August, 2007
Feature
Inspection News and Views from the American Society of Home Inspectors



Commercial Inspection Tips

RICHARD WELDON, P.E.

Expand your business with commercial building information from Carson Dunlop Weldon

Welcome to Commercial Inspection Tips, a new monthly feature providing technical and business information on commercial building inspections. We’re contributing to the ASHI Reporter with the hope of stimulating your interest in diversifying into the field of commercial building inspections as a way to expand and grow your business.


The Deal on Steel

Properties of steel

Steel can be considered an isotropic material; that is, it is equally strong in all directions. It is effective in both compression and tension and is ideal for resisting movement, combined loads and dynamic loads. It is also flexible and ductile, rather than brittle. 

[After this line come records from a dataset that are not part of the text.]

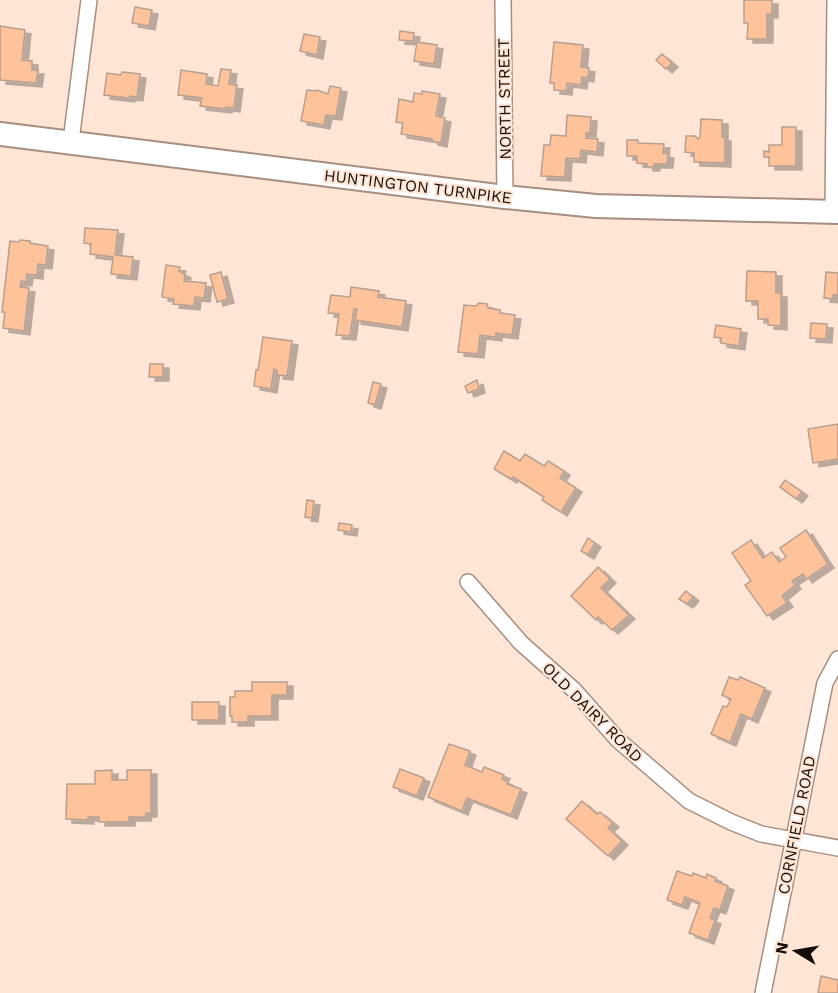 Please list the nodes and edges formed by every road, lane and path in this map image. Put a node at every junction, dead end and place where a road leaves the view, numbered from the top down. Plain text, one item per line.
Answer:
1 (89, 0) edge
2 (503, 0) edge
3 (835, 0) edge
4 (0, 134) edge
5 (71, 141) junction
6 (505, 197) junction
7 (836, 212) edge
8 (468, 582) dead end
9 (838, 660) edge
10 (793, 839) junction
11 (838, 848) edge
12 (763, 993) edge

1 - 5 street
2 - 6 street, NORTH STREET
3 - 7 street
4 - 5 main road, HUNTINGTON TURNPIKE
5 - 6 main road, HUNTINGTON TURNPIKE
6 - 7 main road, HUNTINGTON TURNPIKE
8 - 10 street, OLD DAIRY ROAD
9 - 10 street, CORNFIELD ROAD
10 - 11 street, OLD DAIRY ROAD
10 - 12 street, CORNFIELD ROAD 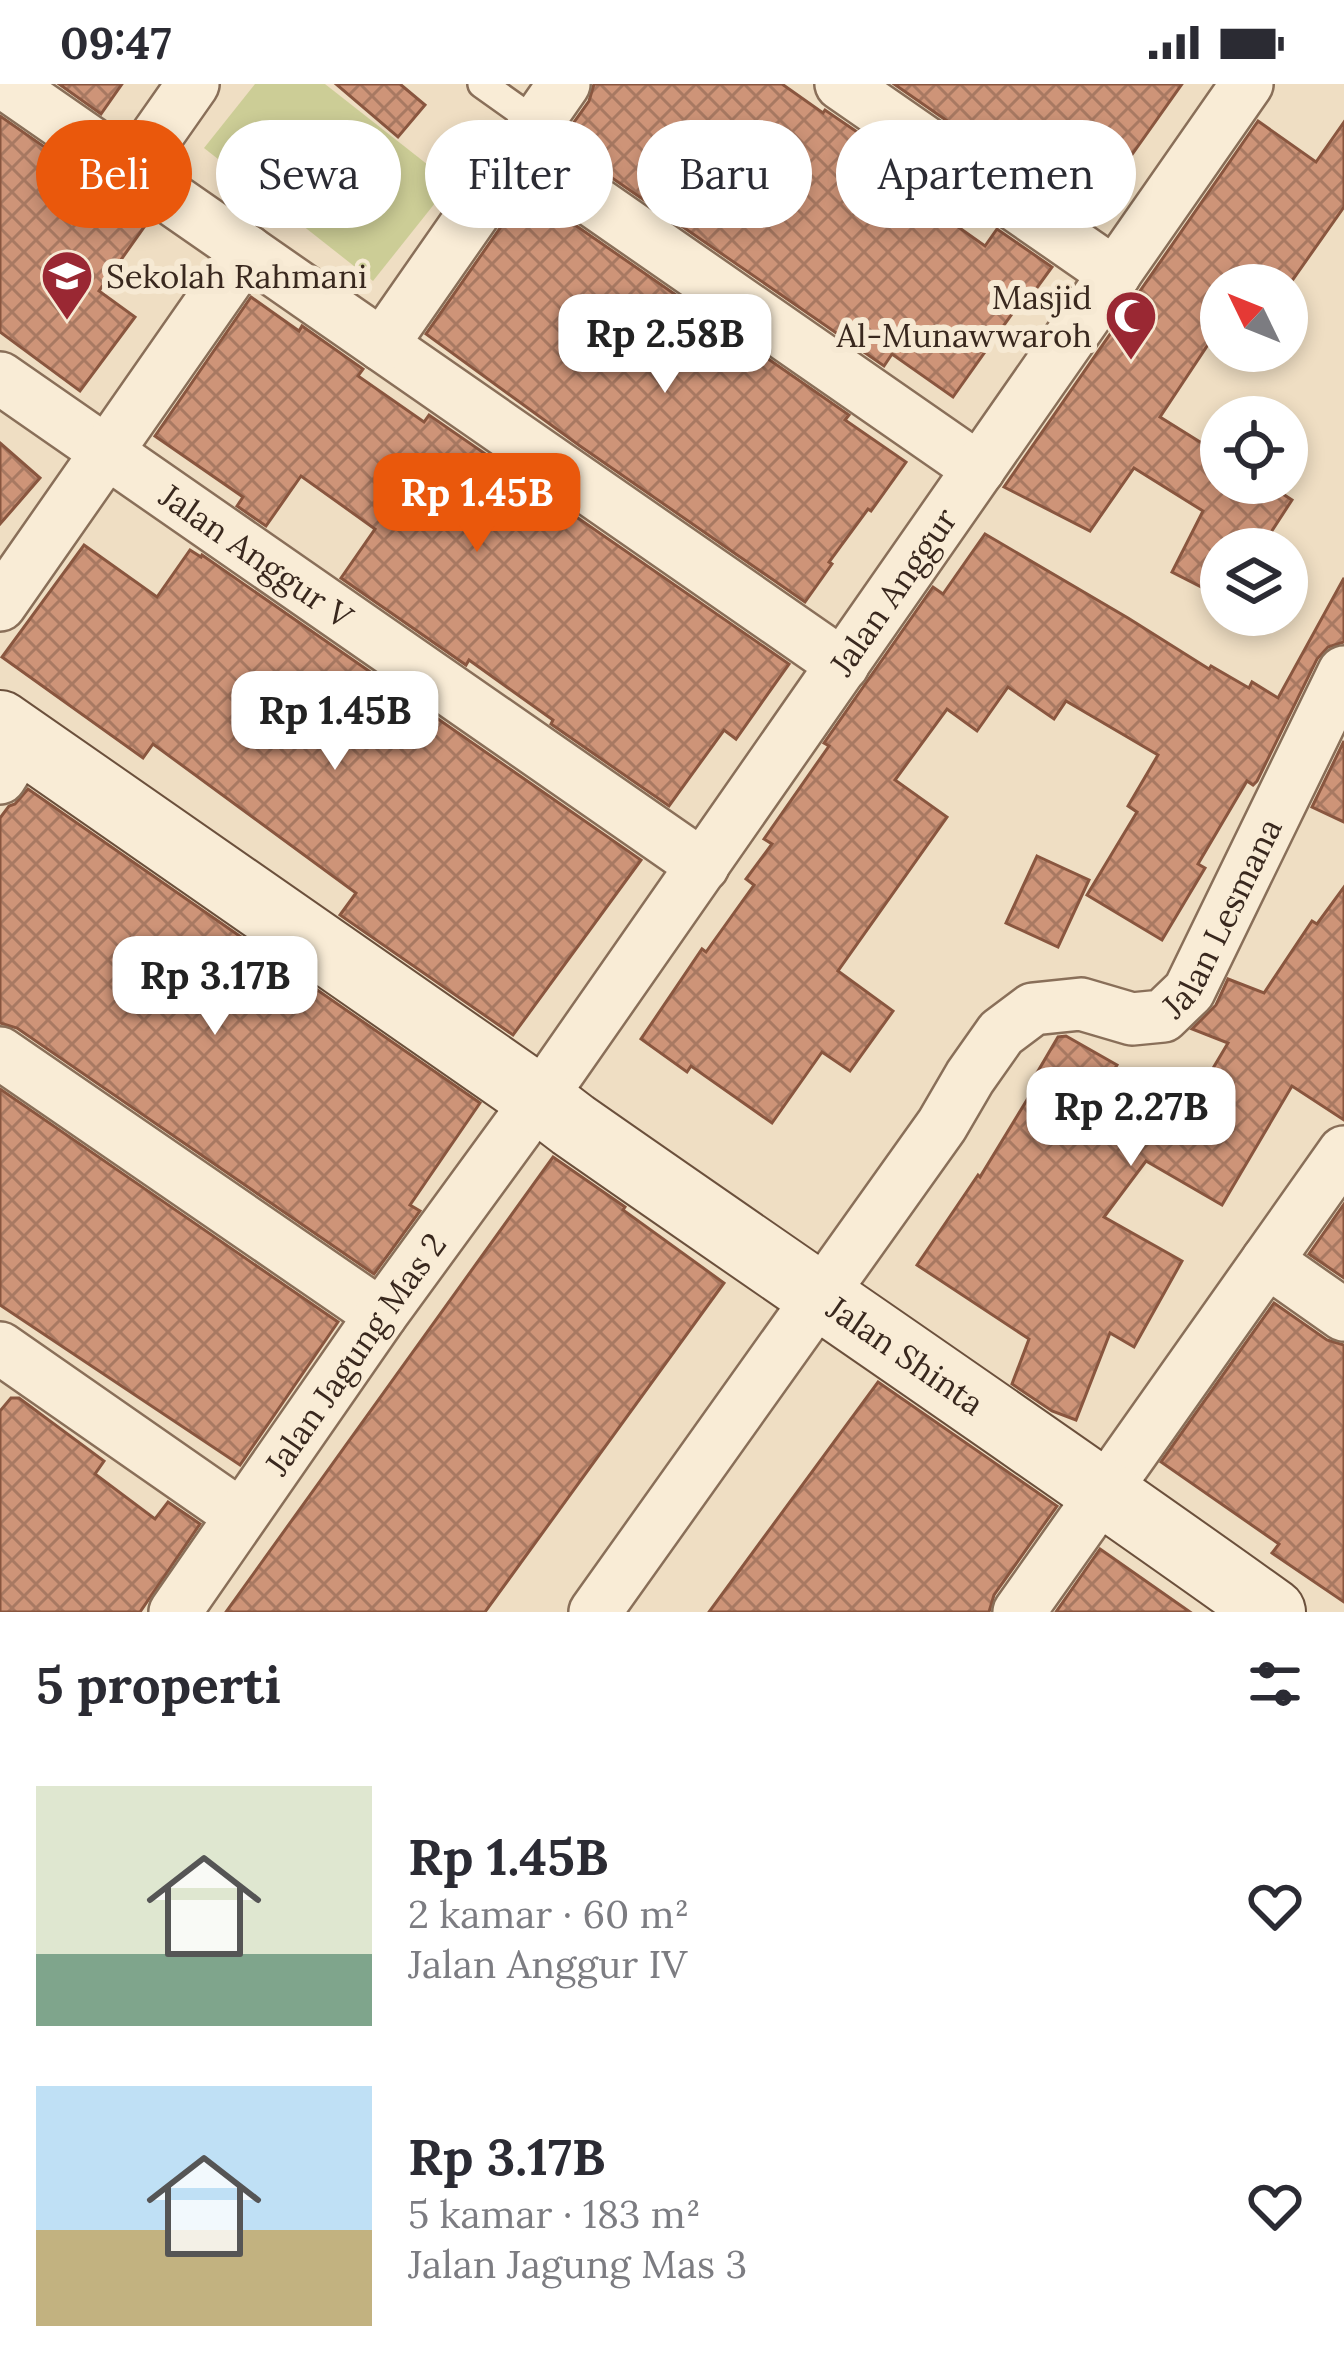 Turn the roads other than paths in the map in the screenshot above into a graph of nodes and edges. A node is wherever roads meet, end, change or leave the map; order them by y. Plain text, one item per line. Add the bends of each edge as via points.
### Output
1 (6, 84) edge
2 (193, 84) edge
3 (482, 84) edge
4 (841, 84) edge
5 (1247, 84) edge
6 (540, 119) edge
7 (58, 120) edge
8 (168, 120) edge
9 (192, 213) edge
10 (247, 251) junction
11 (1115, 274) junction
12 (382, 345) junction
13 (0, 379) edge
14 (107, 452) junction
15 (979, 470) junction
16 (0, 605) edge
17 (843, 665) junction
18 (1344, 673) edge
19 (8, 747) edge
20 (703, 866) junction
21 (0, 1054) edge
22 (539, 1099) junction
23 (1344, 1152) edge
24 (1267, 1261) junction
25 (819, 1297) junction
26 (381, 1315) junction
27 (1344, 1316) edge
28 (0, 1348) edge
29 (1105, 1492) junction
30 (239, 1515) junction
31 (175, 1612) edge
32 (595, 1612) edge
33 (1019, 1612) edge
34 (1272, 1612) edge

1 - 7 street
2 - 8 street
3 - 6 lane
4 - 11 street
5 - 11 street, Jalan Anggur
6 - 12 street
6 - 15 street
9 - 10 street
10 - 12 street
10 - 14 street
11 - 15 street, Jalan Anggur
12 - 17 street
13 - 14 street, Jalan Anggur V
14 - 16 street
14 - 20 street, Jalan Anggur V
15 - 17 street, Jalan Anggur
17 - 20 street, Jalan Anggur
18 - 25 street, Jalan Lesmana via 1189,991 1162,1016 1132,1019 1081,1004 1034,1009 1001,1033
19 - 22 street, Jalan Shinta
20 - 22 street, Jalan Anggur
21 - 26 street
22 - 25 street, Jalan Shinta
22 - 26 street, Jalan Jagung Mas 2
23 - 24 street
24 - 27 street
24 - 29 street
25 - 29 street, Jalan Shinta
25 - 32 street, Jalan Lesmana
26 - 30 street, Jalan Jagung Mas 2
28 - 30 street
29 - 33 street
29 - 34 street, Jalan Shinta
30 - 31 street, Jalan Jagung Mas 2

Steel is subject to corrosion when exposed to moisture and humidity. Some types of steel “weather,” that is, they form a thin layer of rust that protects them from further corrosion.  Steel can also be galvanized (coated with zinc) or painted to help protect it from moisture damage. Since corroded steel occupies many times the volume of uncorroded steel, it is possible for a steel member to appear badly corroded, but to have most of its bearing capacity intact. The remaining cross sectional area is the relevant piece of information.  However, the expansive forces caused by the corroding steel can cause damage to adjacent building materials.

Steel applications
Structural steel can be used for beams, columns, frames and braces. Additionally, steel is used in floor and roof decks and in siding. Buildings with steel structures can be very lightweight and open, and are often designed with curtain walls.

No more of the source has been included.